Deeeelicious! If you like juicy chicken and mushrooms, this one is for you.
Chicken Breasts in Mushroom Sauce
2 cups sliced mushrooms
1/4 cup chopped green onion (omitted for mine)
2 tbsp unbleached all-purpose flour
1/4 cup water
1/2 cup plain fat-free yogurt
2 tbs dry sherry or water (I used water)
1 tsp instant chicken bouillon (low sodium!)
1/4 tsp salt (omitted for mine)
1/8 tsp ground black pepper
1 lb skinless, boneless chicken breasts
1/4 tsp paprika
Preheat oven to 350 degrees. Saute mushrooms and onion in a skillet that has been sprayed with a nonstick cooking spray.
Meanwhile, mix flour and water in a covered container and shake well to prevent lumps. Add to mushrooms along with next five ingredients. Cook, stirring constantly until thickened.

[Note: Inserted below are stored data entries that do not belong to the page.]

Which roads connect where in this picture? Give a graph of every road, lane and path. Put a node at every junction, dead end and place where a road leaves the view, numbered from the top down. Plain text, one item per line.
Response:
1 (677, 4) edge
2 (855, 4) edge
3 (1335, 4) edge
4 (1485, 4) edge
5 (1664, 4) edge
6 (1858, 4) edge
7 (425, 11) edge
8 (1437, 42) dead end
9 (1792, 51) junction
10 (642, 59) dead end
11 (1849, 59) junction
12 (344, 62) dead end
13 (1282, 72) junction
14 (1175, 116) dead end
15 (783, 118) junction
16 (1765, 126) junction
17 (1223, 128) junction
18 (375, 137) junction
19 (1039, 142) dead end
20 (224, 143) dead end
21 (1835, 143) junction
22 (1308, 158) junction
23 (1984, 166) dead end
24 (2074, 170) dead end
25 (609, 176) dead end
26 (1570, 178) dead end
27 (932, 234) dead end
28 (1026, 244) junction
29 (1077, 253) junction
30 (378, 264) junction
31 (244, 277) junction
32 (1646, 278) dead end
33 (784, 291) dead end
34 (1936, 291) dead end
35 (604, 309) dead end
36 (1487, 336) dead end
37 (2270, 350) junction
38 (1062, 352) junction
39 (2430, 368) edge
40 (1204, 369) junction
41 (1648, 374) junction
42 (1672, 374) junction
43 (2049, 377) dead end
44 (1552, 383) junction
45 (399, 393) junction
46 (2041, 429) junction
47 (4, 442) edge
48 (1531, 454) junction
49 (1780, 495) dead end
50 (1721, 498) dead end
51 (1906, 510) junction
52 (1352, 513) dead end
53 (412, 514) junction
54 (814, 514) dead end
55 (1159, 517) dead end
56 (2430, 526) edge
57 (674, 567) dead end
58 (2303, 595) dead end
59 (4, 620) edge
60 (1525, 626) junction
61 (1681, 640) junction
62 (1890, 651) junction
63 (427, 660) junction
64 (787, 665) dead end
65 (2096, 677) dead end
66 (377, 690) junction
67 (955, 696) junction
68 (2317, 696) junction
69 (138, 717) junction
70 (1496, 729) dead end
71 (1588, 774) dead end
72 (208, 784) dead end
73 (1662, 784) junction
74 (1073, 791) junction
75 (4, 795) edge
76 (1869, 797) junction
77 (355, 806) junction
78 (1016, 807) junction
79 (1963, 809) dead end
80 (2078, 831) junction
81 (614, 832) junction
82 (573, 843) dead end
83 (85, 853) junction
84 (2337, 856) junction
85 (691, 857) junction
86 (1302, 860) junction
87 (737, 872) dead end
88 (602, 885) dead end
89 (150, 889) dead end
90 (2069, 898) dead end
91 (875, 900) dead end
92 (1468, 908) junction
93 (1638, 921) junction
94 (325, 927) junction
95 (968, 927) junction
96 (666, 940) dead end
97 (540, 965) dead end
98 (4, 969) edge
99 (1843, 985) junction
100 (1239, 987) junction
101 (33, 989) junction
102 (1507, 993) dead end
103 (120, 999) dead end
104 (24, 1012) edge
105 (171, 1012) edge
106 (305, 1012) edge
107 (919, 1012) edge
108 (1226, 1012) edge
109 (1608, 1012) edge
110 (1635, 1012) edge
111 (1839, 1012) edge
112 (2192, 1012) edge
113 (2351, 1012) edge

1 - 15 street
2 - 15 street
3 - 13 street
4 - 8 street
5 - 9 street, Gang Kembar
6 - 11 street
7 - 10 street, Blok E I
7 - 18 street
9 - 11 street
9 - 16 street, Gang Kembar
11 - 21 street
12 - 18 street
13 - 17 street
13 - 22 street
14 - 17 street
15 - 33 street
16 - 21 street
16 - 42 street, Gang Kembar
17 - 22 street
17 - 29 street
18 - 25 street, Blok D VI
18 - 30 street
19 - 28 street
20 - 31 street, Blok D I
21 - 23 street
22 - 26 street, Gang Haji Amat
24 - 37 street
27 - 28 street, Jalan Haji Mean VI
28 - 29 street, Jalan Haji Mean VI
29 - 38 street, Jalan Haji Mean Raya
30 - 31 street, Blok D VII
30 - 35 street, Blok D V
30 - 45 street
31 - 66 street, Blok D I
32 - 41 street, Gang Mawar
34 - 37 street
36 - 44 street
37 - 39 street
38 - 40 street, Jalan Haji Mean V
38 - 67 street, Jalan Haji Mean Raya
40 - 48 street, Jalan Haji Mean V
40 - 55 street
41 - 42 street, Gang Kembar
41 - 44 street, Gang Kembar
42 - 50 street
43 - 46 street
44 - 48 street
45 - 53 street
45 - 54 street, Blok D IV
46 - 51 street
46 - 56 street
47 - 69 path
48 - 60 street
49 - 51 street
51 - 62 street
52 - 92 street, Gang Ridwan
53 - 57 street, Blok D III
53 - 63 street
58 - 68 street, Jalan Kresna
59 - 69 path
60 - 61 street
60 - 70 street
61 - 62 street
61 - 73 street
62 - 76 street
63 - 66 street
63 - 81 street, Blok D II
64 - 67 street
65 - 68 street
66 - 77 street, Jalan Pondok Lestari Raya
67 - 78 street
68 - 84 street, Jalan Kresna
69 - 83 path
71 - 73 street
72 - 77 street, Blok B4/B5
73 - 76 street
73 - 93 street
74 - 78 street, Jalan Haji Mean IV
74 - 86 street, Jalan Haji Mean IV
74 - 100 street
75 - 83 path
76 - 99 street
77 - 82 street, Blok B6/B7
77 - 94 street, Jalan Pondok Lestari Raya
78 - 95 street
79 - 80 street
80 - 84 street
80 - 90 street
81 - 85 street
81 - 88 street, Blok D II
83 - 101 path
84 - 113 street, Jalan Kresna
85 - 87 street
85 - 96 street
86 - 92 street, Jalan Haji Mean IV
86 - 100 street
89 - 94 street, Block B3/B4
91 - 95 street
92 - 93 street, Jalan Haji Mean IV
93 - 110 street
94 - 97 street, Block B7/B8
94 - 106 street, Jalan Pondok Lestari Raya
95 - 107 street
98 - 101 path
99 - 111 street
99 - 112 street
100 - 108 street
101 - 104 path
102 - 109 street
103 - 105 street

Arrange chicken in a 9x9 baking dish that has been sprayed with nonstick cooking spray. Pour mushroom sauce over chicken and sprinkle with paprika. Bake for 30 minutes or until chicken is no longer pink.
1g dietary fiber
I served mine with a nice salad:
And notice the portion size - this is a side plate. :)
Here are my leftovers:
My trainer gave me a great idea to scramble eggs with spinach and put them in a container for breakfasts through the week. I took her advice and it looks great. I did 2 whole eggs and 6 egg whites. :)
Also I got these really cool tupperware containers (tupperware.com) - they expand, so you can have a container to fit whatever kind of leftovers you've got! :)~ Plus, they're in bright, fun colors.
Also, this is what I had for lunch:
2 slices of flax fiber bread, turkey, lettuce, light mayo, mustard, reduced fat Swiss cheese and some fat free cottage cheese with paprika on top. Yum!